Non-clinical data revealed no major hazard for humans based on studies of repeated
dose toxicity of caffeine. However, at high doses convulsions in rodents were induced.
At therapeutic doses some behavioural changes in newborn rats were induced, most
likely as a consequence of increased adenosine receptor expression that persisted into
adulthood. Caffeine was shown to be devoid of mutagenic and oncogenic risk.
Teratogenic potential and effects on reproductive performance observed in animals are
not relevant to its indication in the preterm infant population.
- Citric acid monohydrate : 5.0 mg/ml
- Sodium citrate Dihydrate : 8.30 mg/ml
- Water For Injections to 1 ml
This medicinal product must not be mixed or concomitantly administered in the same
intravenous line with other medicinal products except those mentioned in section 6.6.
Do not store above 30°C.
For storage conditions of the diluted medicinal product see section 6.3.
Type I clear glass Vial containing 3 ml Solution
Pack size: 10 Glass vials / Pack
Aseptic technique must be strictly observed throughout handling of the medicinal
product since no preservative is present.
This Product should be inspected visually for particulate matter and discoloration prior
to administration.
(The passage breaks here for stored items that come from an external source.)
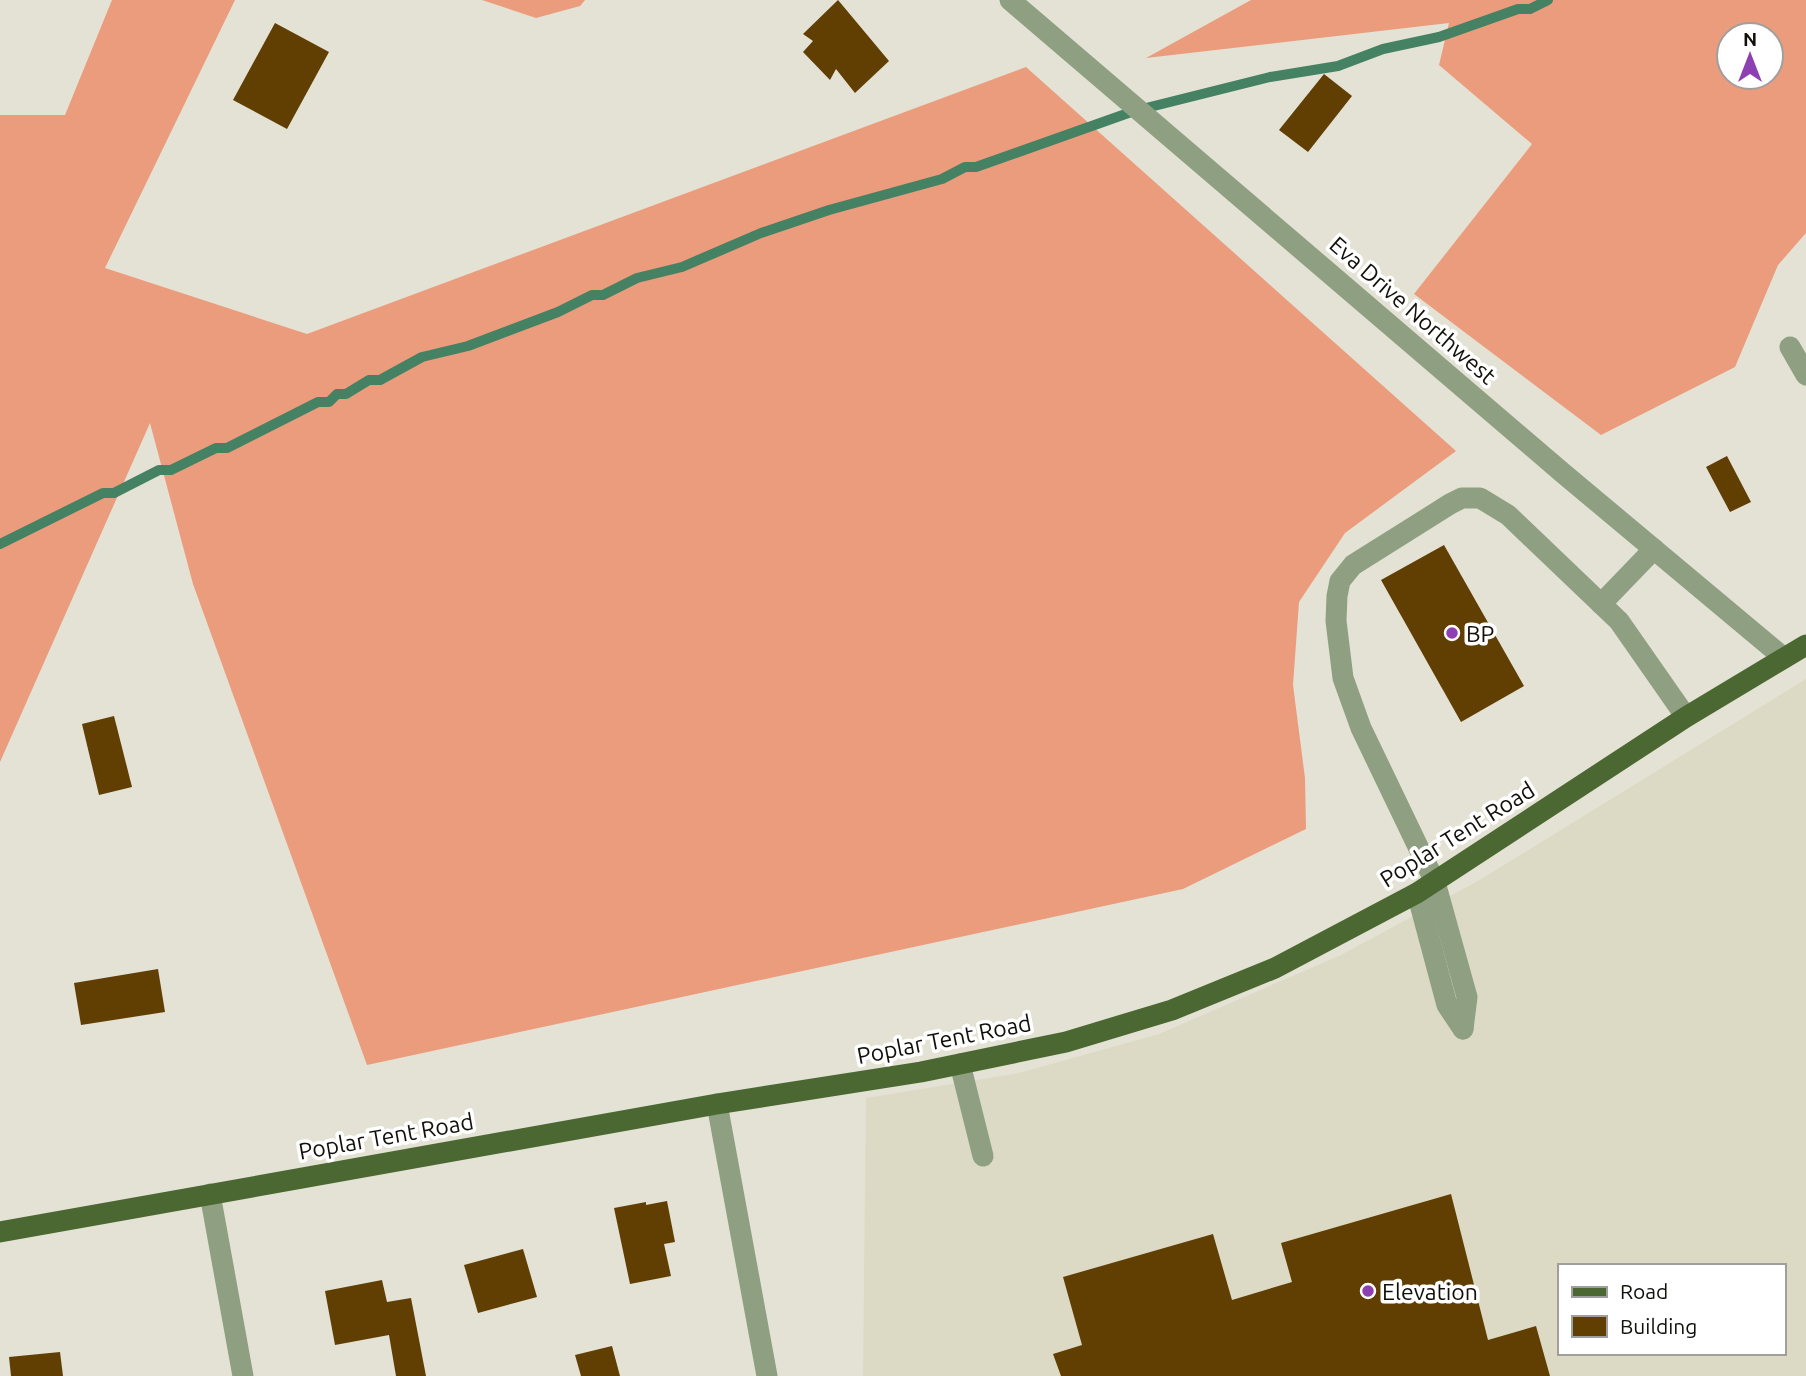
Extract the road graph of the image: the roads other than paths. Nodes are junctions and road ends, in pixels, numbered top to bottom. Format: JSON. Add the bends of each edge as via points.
{"nodes":[{"id":1,"x":1010,"y":0,"type":"edge"},
{"id":2,"x":1790,"y":347,"type":"dead end"},
{"id":3,"x":1806,"y":375,"type":"edge"},
{"id":4,"x":1654,"y":549,"type":"junction"},
{"id":5,"x":1601,"y":604,"type":"junction"},
{"id":6,"x":1806,"y":645,"type":"edge"},
{"id":7,"x":1784,"y":658,"type":"junction"},
{"id":8,"x":1686,"y":717,"type":"junction"},
{"id":9,"x":1426,"y":888,"type":"junction"},
{"id":10,"x":960,"y":1064,"type":"junction"},
{"id":11,"x":717,"y":1104,"type":"junction"},
{"id":12,"x":984,"y":1157,"type":"dead end"},
{"id":13,"x":210,"y":1194,"type":"junction"},
{"id":14,"x":0,"y":1233,"type":"edge"},
{"id":15,"x":243,"y":1376,"type":"edge"},
{"id":16,"x":767,"y":1376,"type":"edge"}],
"edges":[{"from":1,"to":4,"type":"street","name":"Eva Drive Northwest"},
{"from":2,"to":3,"type":"street"},
{"from":4,"to":5,"type":"street"},
{"from":4,"to":7,"type":"street","name":"Eva Drive Northwest"},
{"from":5,"to":8,"type":"street","via":[[1619,621]]},
{"from":5,"to":9,"type":"street","via":[[1508,515],[1480,498],[1462,498],[1450,504],[1353,565],[1340,581],[1336,621],[1343,678]]},
{"from":6,"to":7,"type":"main road","name":"Poplar Tent Road"},
{"from":7,"to":8,"type":"main road","name":"Poplar Tent Road"},
{"from":8,"to":9,"type":"main road","name":"Poplar Tent Road"},
{"from":9,"to":9,"type":"street","via":[[1447,1005],[1463,1029],[1467,997]]},
{"from":9,"to":10,"type":"main road","name":"Poplar Tent Road","via":[[1275,968],[1172,1010],[1066,1042]]},
{"from":10,"to":11,"type":"main road","name":"Poplar Tent Road"},
{"from":10,"to":12,"type":"street"},
{"from":11,"to":13,"type":"main road","name":"Poplar Tent Road"},
{"from":11,"to":16,"type":"street"},
{"from":13,"to":14,"type":"main road","name":"Poplar Tent Road"},
{"from":13,"to":15,"type":"street"}]}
Vials containing discoloured solution or visible particulate matter
should be discarded.
This Product can be either used without dilution or diluted in sterile solutions for
infusion such as 5% glucose or 0.9% sodium chloride or 10% calcium Gluconate
immediately after withdrawal from the Vial.
The diluted solution must be clear and colourless. Undiluted and diluted parenteral
solutions must be inspected visually for particulate matter and discoloration prior to
administration. The solution must not be used if it is discoloured or foreign particulate
matter is present.
For single use only. Any unused portion left in the Vial should be discarded. Unused
portions should not be saved for later administration.
No special requirements for disposal.